PROBLEM TO WORK ON: Only text is carried over. Reproduce the entries below exactly.

INPUT RECORDS:
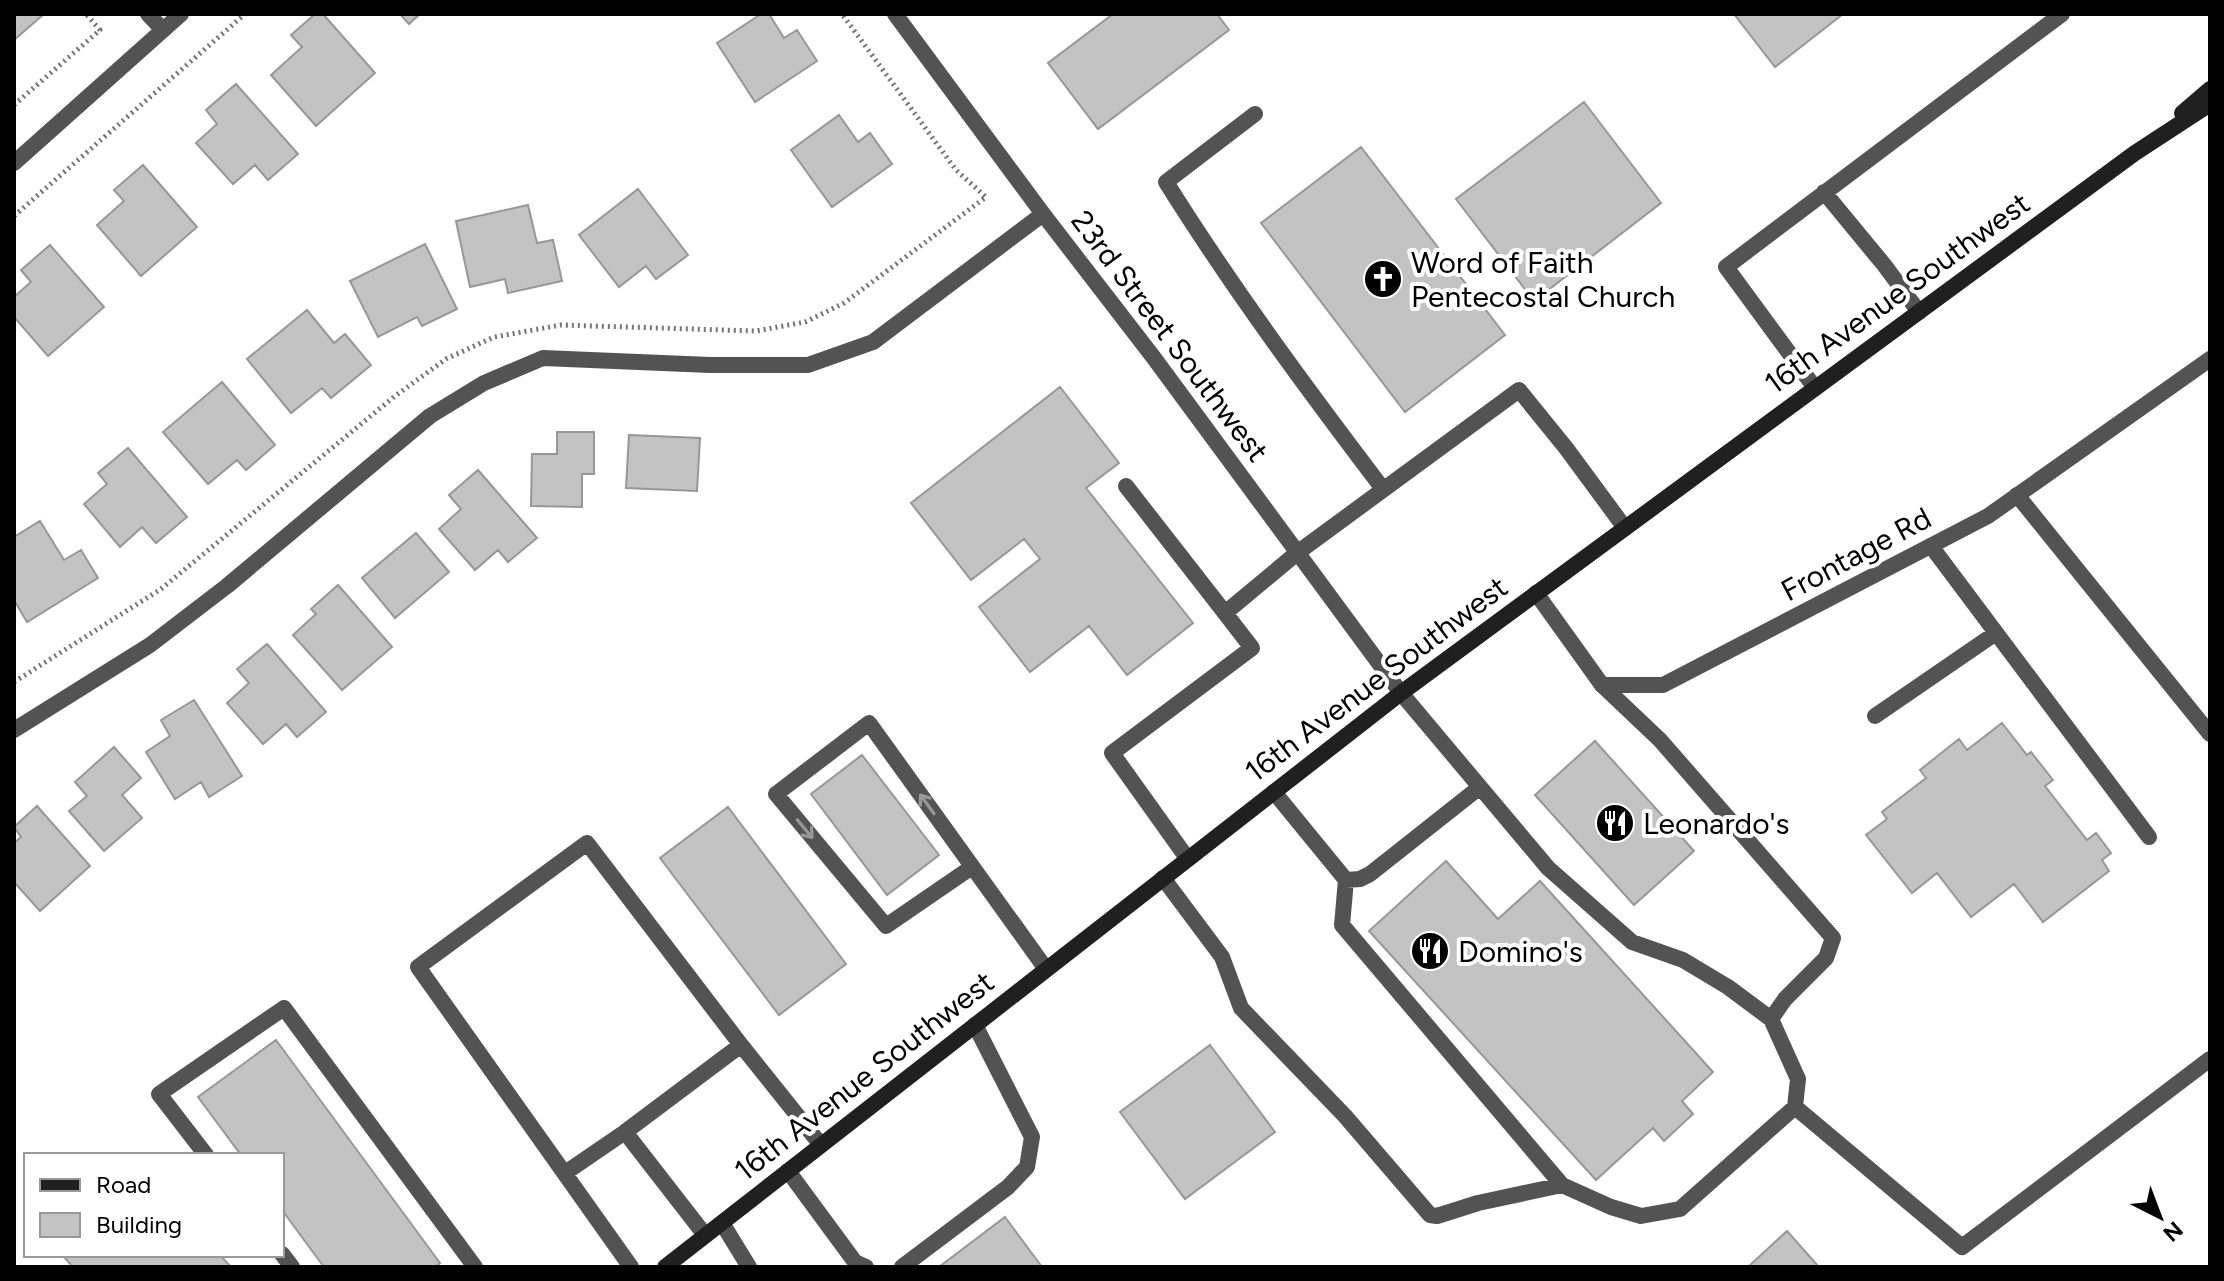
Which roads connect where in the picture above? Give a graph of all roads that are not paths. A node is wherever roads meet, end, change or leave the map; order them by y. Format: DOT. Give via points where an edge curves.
graph roads {
  1 [pos="148,14"];
  2 [pos="181,14"];
  3 [pos="895,14"];
  4 [pos="2062,14"];
  5 [pos="163,30"];
  6 [pos="2210,89"];
  7 [pos="2210,104"];
  8 [pos="1255,114"];
  9 [pos="2135,153"];
  10 [pos="14,163"];
  11 [pos="1824,192"];
  12 [pos="1043,214"];
  13 [pos="1919,312"];
  14 [pos="2210,359"];
  15 [pos="1815,388"];
  16 [pos="1126,486"];
  17 [pos="1383,489"];
  18 [pos="2017,495"];
  19 [pos="1625,528"];
  20 [pos="1931,546"];
  21 [pos="1297,553"];
  22 [pos="1536,593"];
  23 [pos="1225,613"];
  24 [pos="1996,633"];
  25 [pos="1602,685"];
  26 [pos="1401,693"];
  27 [pos="1875,716"];
  28 [pos="14,730"];
  29 [pos="2210,734"];
  30 [pos="1480,787"];
  31 [pos="1274,792"];
  32 [pos="2149,837"];
  33 [pos="1187,858"];
  34 [pos="972,867"];
  35 [pos="1163,878"];
  36 [pos="1346,880"];
  37 [pos="1046,969"];
  38 [pos="1771,1019"];
  39 [pos="975,1025"];
  40 [pos="741,1045"];
  41 [pos="2210,1059"];
  42 [pos="1795,1107"];
  43 [pos="625,1132"];
  44 [pos="821,1145"];
  45 [pos="204,1153"];
  46 [pos="788,1171"];
  47 [pos="565,1173"];
  48 [pos="1562,1185"];
  49 [pos="722,1223"];
  50 [pos="705,1235"];
  51 [pos="475,1267"];
  52 [pos="631,1267"];
  53 [pos="665,1267"];
  54 [pos="749,1267"];
  55 [pos="866,1267"];
  56 [pos="902,1267"];
  1 -- 5 [label="street"];
  2 -- 5 [label="street"];
  3 -- 12 [label="street, 23rd Street Southwest"];
  4 -- 11 [label="street"];
  5 -- 10 [label="street"];
  6 -- 9 [label="main road, 16th Avenue Southwest"];
  7 -- 9 [label="main road, 16th Avenue Southwest"];
  8 -- 17 [label="street" via="1166,182 1269,337"];
  9 -- 13 [label="main road, 16th Avenue Southwest"];
  11 -- 13 [label="street"];
  11 -- 15 [label="street" via="1726,267"];
  12 -- 21 [label="street, 23rd Street Southwest"];
  12 -- 28 [label="street" via="873,342 808,365 543,358 484,383 430,416 150,645"];
  13 -- 15 [label="main road, 16th Avenue Southwest"];
  14 -- 18 [label="street, Frontage Rd"];
  15 -- 19 [label="main road, 16th Avenue Southwest"];
  16 -- 23 [label="street"];
  17 -- 19 [label="street" via="1519,390"];
  17 -- 21 [label="street"];
  18 -- 20 [label="street, Frontage Rd"];
  18 -- 29 [label="street"];
  19 -- 22 [label="main road, 16th Avenue Southwest"];
  20 -- 24 [label="street"];
  20 -- 25 [label="street, Frontage Rd" via="1663,685"];
  21 -- 23 [label="street"];
  21 -- 26 [label="street, 23rd Street Southwest"];
  22 -- 25 [label="street"];
  22 -- 26 [label="main road, 16th Avenue Southwest"];
  23 -- 33 [label="street" via="1252,648 1112,753"];
  24 -- 27 [label="street"];
  24 -- 32 [label="street"];
  25 -- 38 [label="street" via="1660,740 1833,938 1826,958"];
  26 -- 30 [label="street, 23rd Street Southwest"];
  26 -- 31 [label="main road, 16th Avenue Southwest"];
  30 -- 36 [label="street" via="1370,874"];
  30 -- 38 [label="street, 23rd Street Southwest" via="1548,868 1632,942 1683,960"];
  31 -- 33 [label="main road, 16th Avenue Southwest"];
  31 -- 36 [label="street"];
  33 -- 35 [label="main road, 16th Avenue Southwest"];
  34 -- 34 [label="street, one-way" via="869,723 776,794 886,926"];
  34 -- 37 [label="street"];
  35 -- 37 [label="main road, 16th Avenue Southwest"];
  35 -- 48 [label="street" via="1222,957 1241,1008 1430,1215"];
  36 -- 48 [label="street" via="1342,925"];
  37 -- 39 [label="main road, 16th Avenue Southwest"];
  38 -- 42 [label="street" via="1798,1079"];
  39 -- 44 [label="main road, 16th Avenue Southwest"];
  39 -- 56 [label="street" via="1032,1137 1027,1167"];
  40 -- 43 [label="street"];
  40 -- 44 [label="street"];
  40 -- 47 [label="street" via="587,843 418,967"];
  41 -- 42 [label="street" via="1962,1247"];
  42 -- 48 [label="street" via="1680,1209 1641,1216"];
  43 -- 47 [label="street"];
  43 -- 50 [label="street"];
  44 -- 46 [label="main road, 16th Avenue Southwest"];
  45 -- 51 [label="street" via="159,1094 284,1008"];
  46 -- 49 [label="main road, 16th Avenue Southwest"];
  46 -- 55 [label="street" via="855,1262"];
  47 -- 52 [label="street"];
  49 -- 50 [label="main road, 16th Avenue Southwest"];
  49 -- 54 [label="street"];
  50 -- 53 [label="main road, 16th Avenue Southwest"];
}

EXPECTED ANSWER:
Which roads connect where in the picture above? Give a graph of all roads that are not paths. A node is wherever roads meet, end, change or leave the map; order them by y. Format: DOT. Give via points where an edge curves.
graph roads {
  1 [pos="148,14"];
  2 [pos="181,14"];
  3 [pos="895,14"];
  4 [pos="2062,14"];
  5 [pos="163,30"];
  6 [pos="2210,89"];
  7 [pos="2210,104"];
  8 [pos="1255,114"];
  9 [pos="2135,153"];
  10 [pos="14,163"];
  11 [pos="1824,192"];
  12 [pos="1043,214"];
  13 [pos="1919,312"];
  14 [pos="2210,359"];
  15 [pos="1815,388"];
  16 [pos="1126,486"];
  17 [pos="1383,489"];
  18 [pos="2017,495"];
  19 [pos="1625,528"];
  20 [pos="1931,546"];
  21 [pos="1297,553"];
  22 [pos="1536,593"];
  23 [pos="1225,613"];
  24 [pos="1996,633"];
  25 [pos="1602,685"];
  26 [pos="1401,693"];
  27 [pos="1875,716"];
  28 [pos="14,730"];
  29 [pos="2210,734"];
  30 [pos="1480,787"];
  31 [pos="1274,792"];
  32 [pos="2149,837"];
  33 [pos="1187,858"];
  34 [pos="972,867"];
  35 [pos="1163,878"];
  36 [pos="1346,880"];
  37 [pos="1046,969"];
  38 [pos="1771,1019"];
  39 [pos="975,1025"];
  40 [pos="741,1045"];
  41 [pos="2210,1059"];
  42 [pos="1795,1107"];
  43 [pos="625,1132"];
  44 [pos="821,1145"];
  45 [pos="204,1153"];
  46 [pos="788,1171"];
  47 [pos="565,1173"];
  48 [pos="1562,1185"];
  49 [pos="722,1223"];
  50 [pos="705,1235"];
  51 [pos="475,1267"];
  52 [pos="631,1267"];
  53 [pos="665,1267"];
  54 [pos="749,1267"];
  55 [pos="866,1267"];
  56 [pos="902,1267"];
  1 -- 5 [label="street"];
  2 -- 5 [label="street"];
  3 -- 12 [label="street, 23rd Street Southwest"];
  4 -- 11 [label="street"];
  5 -- 10 [label="street"];
  6 -- 9 [label="main road, 16th Avenue Southwest"];
  7 -- 9 [label="main road, 16th Avenue Southwest"];
  8 -- 17 [label="street" via="1166,182 1269,337"];
  9 -- 13 [label="main road, 16th Avenue Southwest"];
  11 -- 13 [label="street"];
  11 -- 15 [label="street" via="1726,267"];
  12 -- 21 [label="street, 23rd Street Southwest"];
  12 -- 28 [label="street" via="873,342 808,365 543,358 484,383 430,416 150,645"];
  13 -- 15 [label="main road, 16th Avenue Southwest"];
  14 -- 18 [label="street, Frontage Rd"];
  15 -- 19 [label="main road, 16th Avenue Southwest"];
  16 -- 23 [label="street"];
  17 -- 19 [label="street" via="1519,390"];
  17 -- 21 [label="street"];
  18 -- 20 [label="street, Frontage Rd"];
  18 -- 29 [label="street"];
  19 -- 22 [label="main road, 16th Avenue Southwest"];
  20 -- 24 [label="street"];
  20 -- 25 [label="street, Frontage Rd" via="1663,685"];
  21 -- 23 [label="street"];
  21 -- 26 [label="street, 23rd Street Southwest"];
  22 -- 25 [label="street"];
  22 -- 26 [label="main road, 16th Avenue Southwest"];
  23 -- 33 [label="street" via="1252,648 1112,753"];
  24 -- 27 [label="street"];
  24 -- 32 [label="street"];
  25 -- 38 [label="street" via="1660,740 1833,938 1826,958"];
  26 -- 30 [label="street, 23rd Street Southwest"];
  26 -- 31 [label="main road, 16th Avenue Southwest"];
  30 -- 36 [label="street" via="1370,874"];
  30 -- 38 [label="street, 23rd Street Southwest" via="1548,868 1632,942 1683,960"];
  31 -- 33 [label="main road, 16th Avenue Southwest"];
  31 -- 36 [label="street"];
  33 -- 35 [label="main road, 16th Avenue Southwest"];
  34 -- 34 [label="street, one-way" via="869,723 776,794 886,926"];
  34 -- 37 [label="street"];
  35 -- 37 [label="main road, 16th Avenue Southwest"];
  35 -- 48 [label="street" via="1222,957 1241,1008 1430,1215"];
  36 -- 48 [label="street" via="1342,925"];
  37 -- 39 [label="main road, 16th Avenue Southwest"];
  38 -- 42 [label="street" via="1798,1079"];
  39 -- 44 [label="main road, 16th Avenue Southwest"];
  39 -- 56 [label="street" via="1032,1137 1027,1167"];
  40 -- 43 [label="street"];
  40 -- 44 [label="street"];
  40 -- 47 [label="street" via="587,843 418,967"];
  41 -- 42 [label="street" via="1962,1247"];
  42 -- 48 [label="street" via="1680,1209 1641,1216"];
  43 -- 47 [label="street"];
  43 -- 50 [label="street"];
  44 -- 46 [label="main road, 16th Avenue Southwest"];
  45 -- 51 [label="street" via="159,1094 284,1008"];
  46 -- 49 [label="main road, 16th Avenue Southwest"];
  46 -- 55 [label="street" via="855,1262"];
  47 -- 52 [label="street"];
  49 -- 50 [label="main road, 16th Avenue Southwest"];
  49 -- 54 [label="street"];
  50 -- 53 [label="main road, 16th Avenue Southwest"];
}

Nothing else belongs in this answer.